Zira Suriye eleştirilerine Dış siyaset romantizm değildir diye RTE’ye ders vererek başladı.

Nedir dış politikada romantizm?

Ana muhalefet genel başkanı, şimdilik bu yeni kavramın içeriğini açıklamıyor.

Ama merakları da kışkırtmıyor değil.

Ne demek istedi ana muhalefet genel başkanı Dış politika romantizm değildirderken?

Şam’la çok muhabbet tez ayrılık getirir mi demek istedi?

Aşkın birden düşmanlığa dönüşmesini mi kastetti?

Fazla meraklanmaya da gerek yok.

Kılıçdaroğlu, bir söylediğini daha sonraki gün değiştirerek ne demek istediğini açıklama alışkanlığıyla, yarın bir gün dış politikada romantizm söylemiyle ne demek istediğini açıklayacaktır kuşkusuz!

***

Geçmiş dönemlerde iktidarlar içeride sıkıntıya girdikleri bir sorunun üstesinden gelemedikleri, muhalefetin baskısından kurtulmak istedikleri zaman bir dış sorun icat eder, büyütür ve gözleri başka bir yöne çevirmeyi sağlarlardı.

Şükürler olsun, AKP iktidarının böyle düzenlemeler yapmasına gerek yok.

Zaten hemen her gün öyle olaylar izleniyor, öyle sonuçlar alınıyor ki; AKP hükümetinin kamuoyunun dikkatini Suriye’ye çevirmesine ihtiyaç kalmıyor.

Yaşanan olaylara bakarak, Türkiye’de gerçekten büyük değişimler olduğunu kabul etmeliyiz.

Yargımız yalnız bağımsız değil, aynı zamanda nazik mi nazik!

Artık şüphelilere, sanıklara tutuklamanın saatini, zamanını bildiriyor. 

İşte eski 1. Ordu Komutanı emekli Orgeneral Hasan Iğsız örneği.

Hakkında nerede görülürse derhal yakalama emri çıkarılmış.

Ne kaçmanın ne de delilleri karartmanın peşinde.

Polisin evine bir zahmet gelmesinden önce sabah geliyor adliyeye. Mahkemeden, öğleden sonra gel de seni tutuklayalım yanıtı alıyor.

***

Akşam yazarı Yazgülü Aldoğan bir başka örnek. Elbette anımsayacaksınız; gazetesinin artık siyaset yazmasını istemiyorlar diye uyardığı hanımefendi köşe yazarı gazeteci...

Bir dava nedeniyle aylar sonra verilen günde adliyeye gidiyor.

Mübaşir, hâkimin gelmeyeceğini, davaların da o gün görülemeyeceğini söylüyor.
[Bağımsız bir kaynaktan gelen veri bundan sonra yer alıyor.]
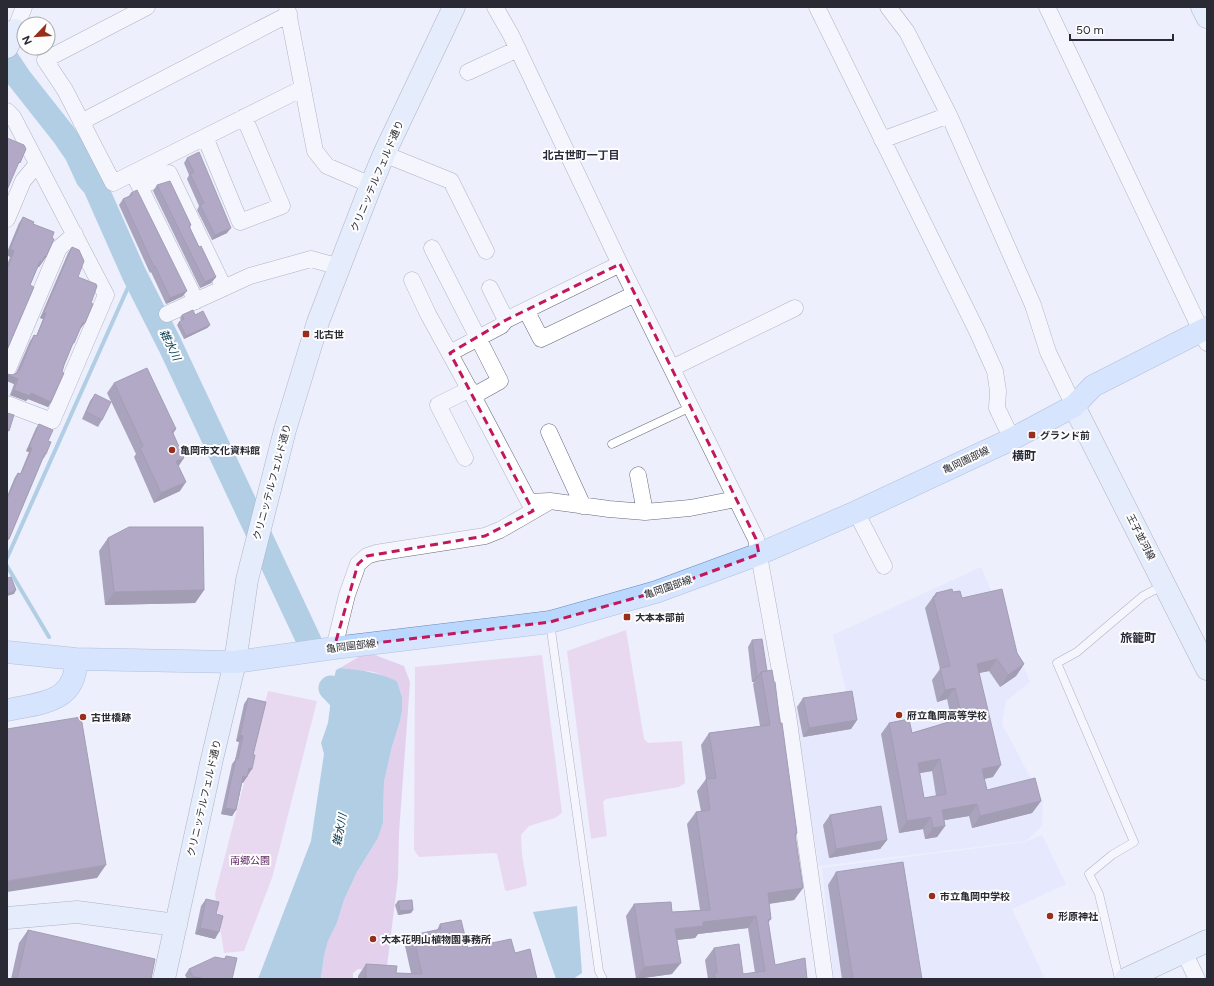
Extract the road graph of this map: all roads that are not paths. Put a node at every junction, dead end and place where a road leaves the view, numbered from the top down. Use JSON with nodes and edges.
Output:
{"nodes":[{"id":1,"x":24,"y":7,"type":"edge"},
{"id":2,"x":147,"y":7,"type":"edge"},
{"id":3,"x":454,"y":7,"type":"edge"},
{"id":4,"x":494,"y":7,"type":"edge"},
{"id":5,"x":817,"y":7,"type":"edge"},
{"id":6,"x":1047,"y":7,"type":"edge"},
{"id":7,"x":1202,"y":7,"type":"edge"},
{"id":8,"x":897,"y":10,"type":"edge"},
{"id":9,"x":288,"y":11,"type":"edge"},
{"id":10,"x":1207,"y":17,"type":"edge"},
{"id":11,"x":11,"y":38,"type":"edge"},
{"id":12,"x":518,"y":49,"type":"junction"},
{"id":13,"x":468,"y":72,"type":"dead end"},
{"id":14,"x":303,"y":88,"type":"junction"},
{"id":15,"x":7,"y":111,"type":"edge"},
{"id":16,"x":949,"y":115,"type":"junction"},
{"id":17,"x":244,"y":117,"type":"junction"},
{"id":18,"x":81,"y":122,"type":"junction"},
{"id":19,"x":205,"y":137,"type":"junction"},
{"id":20,"x":882,"y":140,"type":"junction"},
{"id":21,"x":384,"y":154,"type":"junction"},
{"id":22,"x":37,"y":164,"type":"junction"},
{"id":23,"x":136,"y":180,"type":"junction"},
{"id":24,"x":371,"y":185,"type":"junction"},
{"id":25,"x":7,"y":219,"type":"edge"},
{"id":26,"x":75,"y":234,"type":"junction"},
{"id":27,"x":432,"y":248,"type":"dead end"},
{"id":28,"x":486,"y":251,"type":"dead end"},
{"id":29,"x":620,"y":264,"type":"junction"},
{"id":30,"x":340,"y":267,"type":"junction"},
{"id":31,"x":412,"y":280,"type":"dead end"},
{"id":32,"x":224,"y":288,"type":"junction"},
{"id":33,"x":490,"y":288,"type":"dead end"},
{"id":34,"x":635,"y":294,"type":"junction"},
{"id":35,"x":196,"y":301,"type":"junction"},
{"id":36,"x":795,"y":308,"type":"dead end"},
{"id":37,"x":526,"y":310,"type":"junction"},
{"id":38,"x":167,"y":314,"type":"dead end"},
{"id":39,"x":506,"y":320,"type":"junction"},
{"id":40,"x":1205,"y":335,"type":"edge"},
{"id":41,"x":478,"y":338,"type":"junction"},
{"id":42,"x":450,"y":353,"type":"junction"},
{"id":43,"x":672,"y":368,"type":"junction"},
{"id":44,"x":7,"y":371,"type":"edge"},
{"id":45,"x":472,"y":392,"type":"junction"},
{"id":46,"x":7,"y":404,"type":"edge"},
{"id":47,"x":1074,"y":406,"type":"junction"},
{"id":48,"x":691,"y":407,"type":"junction"},
{"id":49,"x":549,"y":432,"type":"dead end"},
{"id":50,"x":1012,"y":439,"type":"junction"},
{"id":51,"x":612,"y":444,"type":"dead end"},
{"id":52,"x":465,"y":458,"type":"dead end"},
{"id":53,"x":638,"y":475,"type":"dead end"},
{"id":54,"x":736,"y":499,"type":"junction"},
{"id":55,"x":550,"y":501,"type":"junction"},
{"id":56,"x":583,"y":506,"type":"junction"},
{"id":57,"x":645,"y":512,"type":"junction"},
{"id":58,"x":856,"y":512,"type":"junction"},
{"id":59,"x":759,"y":554,"type":"junction"},
{"id":60,"x":884,"y":566,"type":"dead end"},
{"id":61,"x":1165,"y":584,"type":"junction"},
{"id":62,"x":550,"y":622,"type":"junction"},
{"id":63,"x":334,"y":648,"type":"junction"},
{"id":64,"x":7,"y":652,"type":"edge"},
{"id":65,"x":76,"y":660,"type":"junction"},
{"id":66,"x":235,"y":662,"type":"junction"},
{"id":67,"x":1207,"y":669,"type":"edge"},
{"id":68,"x":7,"y":710,"type":"edge"},
{"id":69,"x":7,"y":918,"type":"edge"},
{"id":70,"x":176,"y":925,"type":"junction"},
{"id":71,"x":1207,"y":941,"type":"edge"},
{"id":72,"x":1184,"y":952,"type":"junction"},
{"id":73,"x":164,"y":979,"type":"edge"},
{"id":74,"x":603,"y":979,"type":"edge"},
{"id":75,"x":825,"y":979,"type":"edge"},
{"id":76,"x":1119,"y":979,"type":"edge"},
{"id":77,"x":1126,"y":979,"type":"edge"},
{"id":78,"x":1197,"y":979,"type":"edge"}],
"edges":[{"from":1,"to":11,"type":"street"},
{"from":2,"to":18,"type":"street"},
{"from":3,"to":21,"type":"street","name":"クリニッテルフェルド通り"},
{"from":4,"to":12,"type":"street"},
{"from":5,"to":20,"type":"street"},
{"from":6,"to":40,"type":"street"},
{"from":7,"to":10,"type":"street"},
{"from":8,"to":16,"type":"street"},
{"from":9,"to":14,"type":"street"},
{"from":9,"to":18,"type":"street"},
{"from":12,"to":13,"type":"street"},
{"from":12,"to":29,"type":"street"},
{"from":14,"to":17,"type":"street"},
{"from":14,"to":24,"type":"street"},
{"from":15,"to":22,"type":"street"},
{"from":16,"to":20,"type":"street"},
{"from":16,"to":47,"type":"street"},
{"from":17,"to":19,"type":"street"},
{"from":17,"to":19,"type":"street"},
{"from":18,"to":23,"type":"street"},
{"from":19,"to":23,"type":"street"},
{"from":20,"to":50,"type":"street"},
{"from":21,"to":24,"type":"street","name":"クリニッテルフェルド通り"},
{"from":21,"to":28,"type":"street"},
{"from":22,"to":25,"type":"street"},
{"from":22,"to":26,"type":"street"},
{"from":23,"to":32,"type":"street"},
{"from":23,"to":35,"type":"street"},
{"from":24,"to":30,"type":"street","name":"クリニッテルフェルド通り"},
{"from":26,"to":44,"type":"street"},
{"from":26,"to":46,"type":"street"},
{"from":27,"to":41,"type":"street"},
{"from":29,"to":34,"type":"street"},
{"from":29,"to":37,"type":"street"},
{"from":30,"to":32,"type":"street"},
{"from":30,"to":66,"type":"street","name":"クリニッテルフェルド通り"},
{"from":31,"to":42,"type":"street"},
{"from":32,"to":35,"type":"street"},
{"from":33,"to":39,"type":"street"},
{"from":34,"to":37,"type":"street"},
{"from":34,"to":43,"type":"street"},
{"from":35,"to":38,"type":"street"},
{"from":36,"to":43,"type":"street"},
{"from":37,"to":39,"type":"street"},
{"from":39,"to":41,"type":"street"},
{"from":40,"to":47,"type":"main road","name":"亀岡園部線"},
{"from":41,"to":42,"type":"street"},
{"from":41,"to":45,"type":"street"},
{"from":42,"to":45,"type":"street"},
{"from":43,"to":48,"type":"street"},
{"from":45,"to":52,"type":"street"},
{"from":45,"to":55,"type":"street"},
{"from":47,"to":50,"type":"main road","name":"亀岡園部線"},
{"from":47,"to":61,"type":"street","name":"王子並河線"},
{"from":48,"to":51,"type":"lane"},
{"from":48,"to":54,"type":"street"},
{"from":49,"to":56,"type":"street"},
{"from":50,"to":58,"type":"main road","name":"亀岡園部線"},
{"from":53,"to":57,"type":"street"},
{"from":54,"to":57,"type":"street"},
{"from":54,"to":59,"type":"street"},
{"from":55,"to":56,"type":"street"},
{"from":55,"to":63,"type":"street"},
{"from":56,"to":57,"type":"street"},
{"from":58,"to":59,"type":"main road","name":"亀岡園部線"},
{"from":58,"to":60,"type":"street"},
{"from":59,"to":62,"type":"main road","name":"亀岡園部線"},
{"from":59,"to":75,"type":"street"},
{"from":61,"to":67,"type":"street","name":"王子並河線"},
{"from":61,"to":76,"type":"lane"},
{"from":62,"to":63,"type":"main road","name":"亀岡園部線"},
{"from":62,"to":74,"type":"lane"},
{"from":63,"to":66,"type":"main road","name":"亀岡園部線"},
{"from":64,"to":65,"type":"main road","name":"亀岡園部線"},
{"from":65,"to":66,"type":"main road","name":"亀岡園部線"},
{"from":65,"to":68,"type":"main road"},
{"from":66,"to":70,"type":"street","name":"クリニッテルフェルド通り"},
{"from":69,"to":70,"type":"street"},
{"from":70,"to":73,"type":"street","name":"クリニッテルフェルド通り"},
{"from":71,"to":72,"type":"street"},
{"from":72,"to":77,"type":"street"},
{"from":72,"to":78,"type":"street"}]}
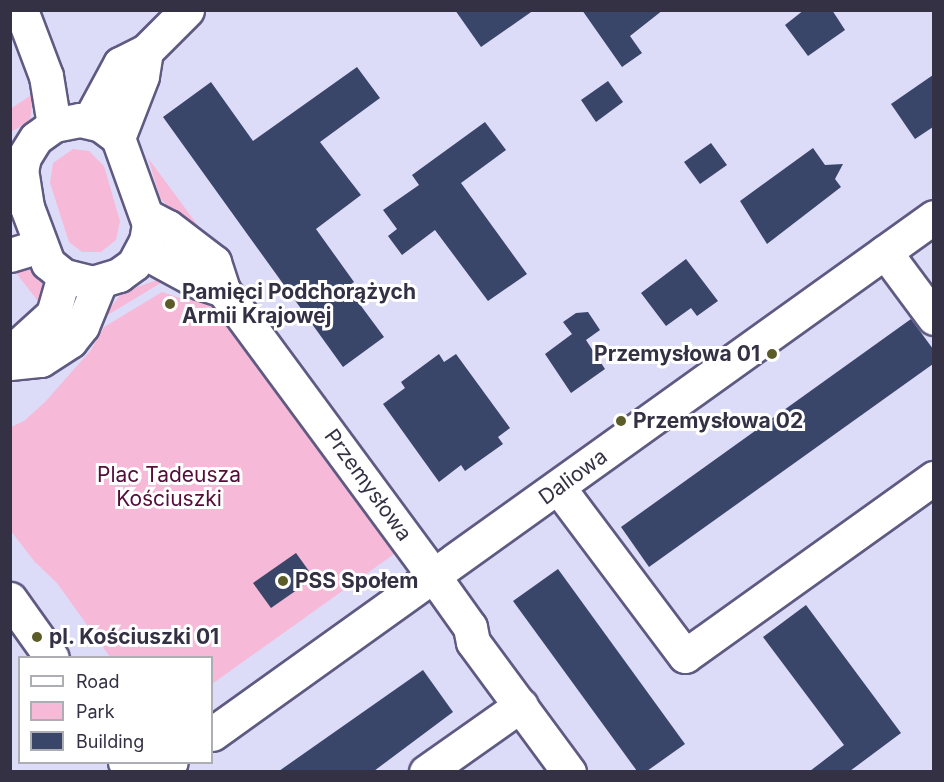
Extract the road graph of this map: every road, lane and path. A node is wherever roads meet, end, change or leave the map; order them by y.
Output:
1 (21, 10) edge
2 (187, 10) edge
3 (146, 51) junction
4 (89, 121) junction
5 (54, 125) junction
6 (117, 138) junction
7 (17, 156) edge
8 (19, 214) edge
9 (149, 217) junction
10 (933, 217) edge
11 (25, 251) edge
12 (142, 251) junction
13 (885, 252) junction
14 (64, 276) junction
15 (100, 282) junction
16 (223, 290) junction
17 (933, 318) edge
18 (10, 353) edge
19 (10, 363) edge
20 (933, 478) edge
21 (558, 487) junction
22 (435, 578) junction
23 (10, 599) edge
24 (51, 656) edge
25 (520, 705) junction
26 (213, 733) edge
27 (426, 771) edge
28 (569, 771) edge

1 - 5 street
2 - 3 street
3 - 4 street
3 - 6 street
4 - 5 street
4 - 6 street
5 - 7 street
6 - 9 street
7 - 8 street
8 - 11 street
9 - 12 street
9 - 16 street, Przemysłowa
10 - 13 street, Daliowa
11 - 14 street
12 - 15 street
12 - 16 street
13 - 17 street
13 - 21 street, Daliowa
14 - 15 street
14 - 18 street
15 - 19 street
16 - 22 street, Przemysłowa
20 - 21 street
21 - 22 street, Daliowa
22 - 25 street, Przemysłowa
22 - 26 street, Daliowa
23 - 24 street
25 - 27 street
25 - 28 street, Przemysłowa

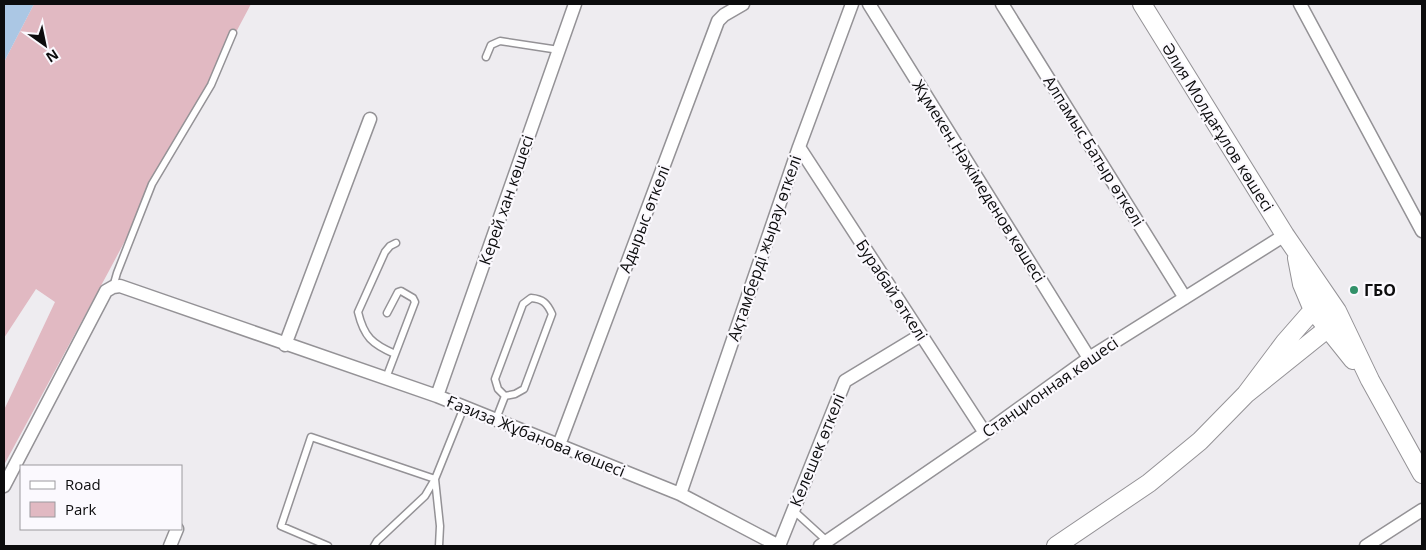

Duruşma aylar sonraya erteleniyor.

Hiç değilse bugün ilgili yargıç dün olduğu gibi mahkeme kapısını davalının davacının suratına kapattırmıyor; mübaşiriyle gelemeyeceğini davalılara davacılara duyuruyor.

Yargıç şüpheliye tutuklama saatini bildiriyor.

Bu örnekler eskiye oranla yargıda da büyük değişimi kanıtlamıyor mu?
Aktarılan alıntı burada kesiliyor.